Tam burada başka bir krizi hatırlatmak istiyorum: Yunanistan Krizi.

Yunanistan ve ülkemizin özellikle ekonomik dinamiklerinin benzer ve ayrı yönlerine rezerv koyarak birkaç benzerliğe değineceğim. Bu benzerlikler her şeyden önce yaşadıklarımızın sadece bize özgü olmayan dinamikler içerdiğinin farkına varmamız açısından önemli.
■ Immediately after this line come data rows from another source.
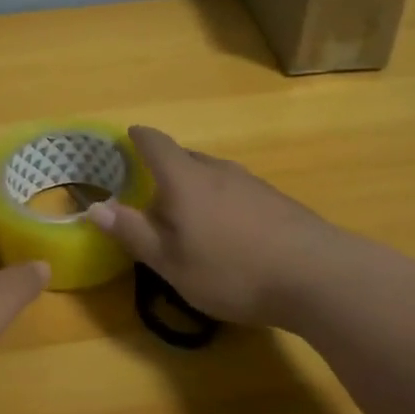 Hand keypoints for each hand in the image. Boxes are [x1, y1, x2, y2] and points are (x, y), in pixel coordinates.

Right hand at [87, 126, 344, 329]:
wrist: (319, 276)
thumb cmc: (232, 269)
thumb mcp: (171, 261)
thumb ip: (133, 232)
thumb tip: (95, 208)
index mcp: (185, 179)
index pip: (155, 143)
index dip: (138, 138)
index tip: (127, 138)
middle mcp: (217, 170)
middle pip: (184, 159)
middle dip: (164, 172)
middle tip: (151, 197)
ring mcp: (251, 183)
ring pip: (212, 176)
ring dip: (195, 190)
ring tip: (189, 220)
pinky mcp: (276, 201)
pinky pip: (236, 192)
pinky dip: (221, 204)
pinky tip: (229, 235)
Yunanistan’da da kriz, iktidar tarafından “Yunanistan savaşta” denilerek gerçekliğinden, siyasi ve ekonomik dinamiklerinden koparılmak istendi. Adeta siyasi tercihlerden bağımsız baş edilemez bir canavar gibi tasvir edildi. 2010 Haziranında Atina Başsavcısı sosyal medyada Yunanistan’ın kriz yaşayacağını iflas edeceğini yazanlar hakkında soruşturma başlattı. Göçmenler ve sığınmacılar krizin sorumlusu olarak gösterilmeye başlandı. “Yabancıya” benziyor diye, daha koyu tenli diye binlerce insan tutuklandı. Yunan borsası yerli ve milli olarak kutsanırken, yabancı piyasalar tu-kaka ilan edildi. Tüm bunlar olurken iktidarda ağırlıklı olarak sosyal demokrat hükümetler vardı. Yaşananlar sonrasında sosyal demokrat partiler inanılmaz oy kaybı yaşarken aşırı sağ partiler, Nazi partileri ve “Radikal Sol” yükseldi. Daha sonra benzer süreçlerin yaşandığı birçok ülkede, yani kapitalizmin/neoliberalizmin krizine güçlü karşılık veremeyen, hatta aynı reçetelerle yaklaşan sosyal demokrat/sosyalist partilerde ciddi oy kaybı yaşandı. Bu olgu siyasete “Pasoklaşma” kavramını hediye etti. Uzun yıllar iktidarda kalmış partilerin, sonu gelmiş kapitalist sisteme cepheden karşı çıkmadıkları, çıkamadıkları için bu süreci yaşamaları anlaşılabilir. Ancak hiç iktidara gelmeden, muhalefette iken solun/sosyal demokrasinin bunu yaşaması Pasoklaşmanın özgün bir formu olsa gerek. Pasoklaşmanın en önemli dinamiğinin ekonomik olduğu unutulmamalı ve genel olarak muhalefet, iktidarla çözüm önerilerinin benzerliğine kafa yormak zorunda.